I often think - when I think about you at all, I confess -- that anyone who might visit me here for any reason other than the random, must now find the whole business increasingly odd. Not that this, and it's author haven't always been, but lately, even by my own lax standards, things have fallen off, perhaps? I write less. I record more. I draw, still. But as to the point or purpose... well, that's no more than it ever was. One hopes to amuse. One do.
But then there's never been much to this but the habit of doing it, and like any habit so long established, and as it seems to do me no harm, on it goes. I should probably consider the thing more closely, but no.
At my annual Christmas reading, my friend and boss, dear P. has taken to calling the event "a bookstore tradition." Very nice and thank you. It's a flattering description and makes me feel quite venerable, but really, I don't know that the word applies.
There's little enough I do that would actually rise to the standard of a "tradition"or any. Certainly in the religious or civic sense of the word I am observant only to extent of taking off the official -- meaning paid -- holidays. No guarantee even of so much as this, should the demands of the schedule at the bookstore where I work require another body to keep the place from looking deserted. Today, for example. I went to work. I did not mind. Nary a customer to disturb our meditations. Come to that, and to my complete satisfaction, New Year's Eve we passed reading in bed, the ol' man and me. We're not monks, you understand. There may have been a drink after dinner, but we now generally watch Kathy Griffin tease Anderson Cooper until the ball drops in Times Square, NYC, at nine, our time, and then a kiss again at midnight proper, should the beloved husband, A. be still awake (and he was.) In recent years, had I New Year's Day off, I've taken to "wile away the rosy hours" by binge-watching a season's worth of the British quiz show, QI in a day. Pleasure deferred this time, as I was tired by the time I got home at six, presumably from doing too little all day at work.
Watching all of season "L" of QI in my nightshirt and slippers I will do soon enough. No one to say me nay. The question remains though, can that be described as a "tradition" any more than my holiday reading?
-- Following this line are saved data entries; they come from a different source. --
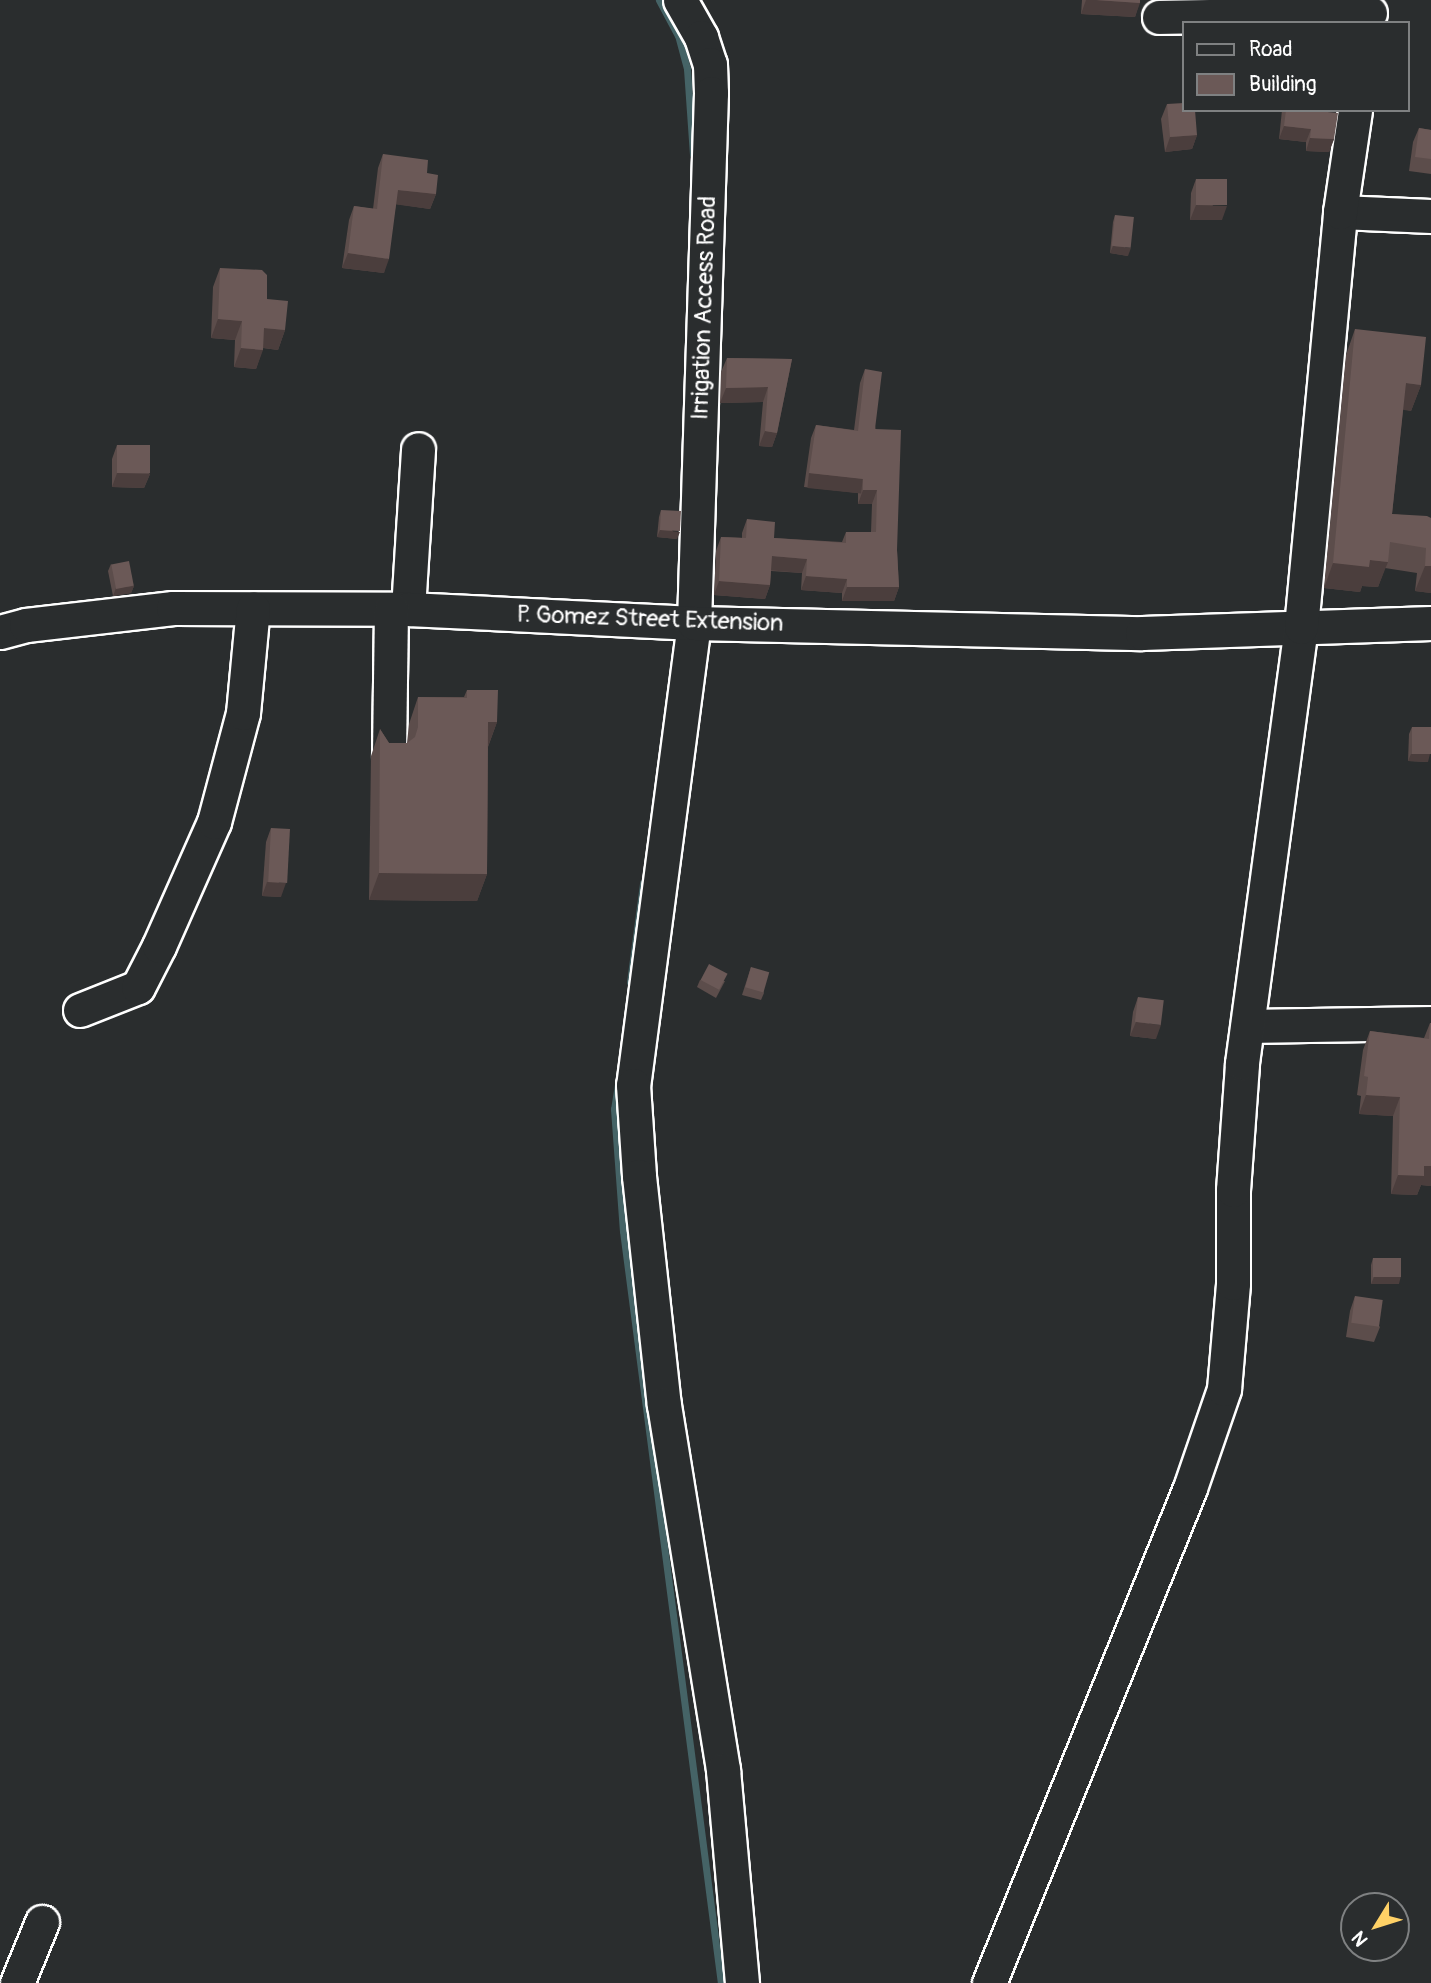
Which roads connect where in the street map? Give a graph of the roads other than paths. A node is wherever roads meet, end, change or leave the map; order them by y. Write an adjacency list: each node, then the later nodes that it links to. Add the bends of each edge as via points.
1 (680, 0): 10 (street, Irrigation Access Road, via 701,37 711,83)
2 (1370, 12): 3 (street)
3 (1160, 17)
4 (1355, 112): 5 (street)
5 (1340, 212): 6 (street); 12 (street)
6 (1431, 216)
7 (418, 449): 9 (street)
8 (253, 608): 9 (street, P. Gomez Street Extension); 13 (street, P. Gomez Street Extension, via 136,610); 15 (street, via 243,713 214,822 138,987)
9 (400, 609): 10 (street, P. Gomez Street Extension); 14 (street)
10 (694, 623): 12 (street, P. Gomez Street Extension, via 1142,633); 20 (street, Irrigation Access Road, via 634,1085 639,1176 664,1405 723,1770)
11 (1431, 623): 12 (street, P. Gomez Street Extension)
12 (1301, 626): 17 (street)
13 (0, 632)
14 (389, 753)
15 (80, 1010)
16 (1431, 1023): 17 (street)
17 (1248, 1026): 21 (street, via 1233,1191 1233,1283 1224,1388 1190,1488)
18 (42, 1922): 19 (street)
19 (17, 1983)
20 (742, 1983)
21 (989, 1983)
I do have some things I do regularly enough, and some I do, as I've said, but once a year. Nothing notable in my reading Dicken's Carol every Christmas. So do, I should think, many, even in this, our illiterate age. I reread other favorites, some on the authors' birthdays, I blush a bit to admit. Sentimentalism, pure and simple. I like to think this noticed by their shades -- in which I do not believe, but there we are. Another of these is that every year for some years now I read Charles Lamb's essay, New Year's Eve, on the day.
"If I know aught of myself," says Lamb therein, "no one whose mind is introspective -- and mine is painfully so -- can have less respect for his present identity than I have for the man Elia" he says of his famous persona in the essays. "I know him to be light, and vain, and humoursome," he goes on, and a drunk besides.
Well, I don't drink nearly so often as that.
The essay is, among other things besides a masterpiece, a meditation on mortality and all the author stands to lose by it, among these, "my midnight darlings, my Folios! must I part with the intense delight of having you (huge armfuls) in my embrace?"
-- You can see why I like the guy, right there. --
Read the essay.
Here I sit then, surrounded by my own darlings, reading and rereading, writing a little, drawing a little, recording a little, and all of it by now at best, habit. I won't deny a touch of superstition in this reading the same thing on the same day, in reading and rereading my books, and the reassurance found in repetition, the comfort of my familiars. Lamb knew whereof he wrote. These things are a hedge against death, I suppose as much as they are meaningful at all. If none rise to the full pomposity of a "tradition" it is because I reject the word when applied to my own eccentricities.
A tradition requires, I should think, generations, history, more time than I will ever have. Even the homely modifier of "a family tradition" sounds to me like an advertising slogan, the origins of which are now lost in time, and all the better for that, as a tradition goes. Tradition requires ritual, and ritual requires a degree of forgetfulness; something done because it is something done. I won't deny the beauty of this or that set of repeated words or gestures, but I don't subscribe to any, unless unconsciously. A tradition -- I almost said in the traditional sense -- is to my mind a collection of such repetitive, indeed required dips, dunks and doings as only away with can religion get, you might say. What I do? Why I do what I do, over and over again? Perhaps the same instinct, same idea; to ward off the inevitable dark. If so I'm fine with that. The dark will be it's on reward when it comes, just so it doesn't come any time soon, thanks all the same.
Were I feeling more high-minded about what I do here, and at the bookstore, I might have recourse to John Ruskin rather than Lamb:
"Our duty is to preserve what the past has had to say for itself, and to say for ourselves what shall be true for the future."
I believe that. I also believe I'll say goodnight and go read a little more Lamb. Happy New Year, everyone. (Anyone?)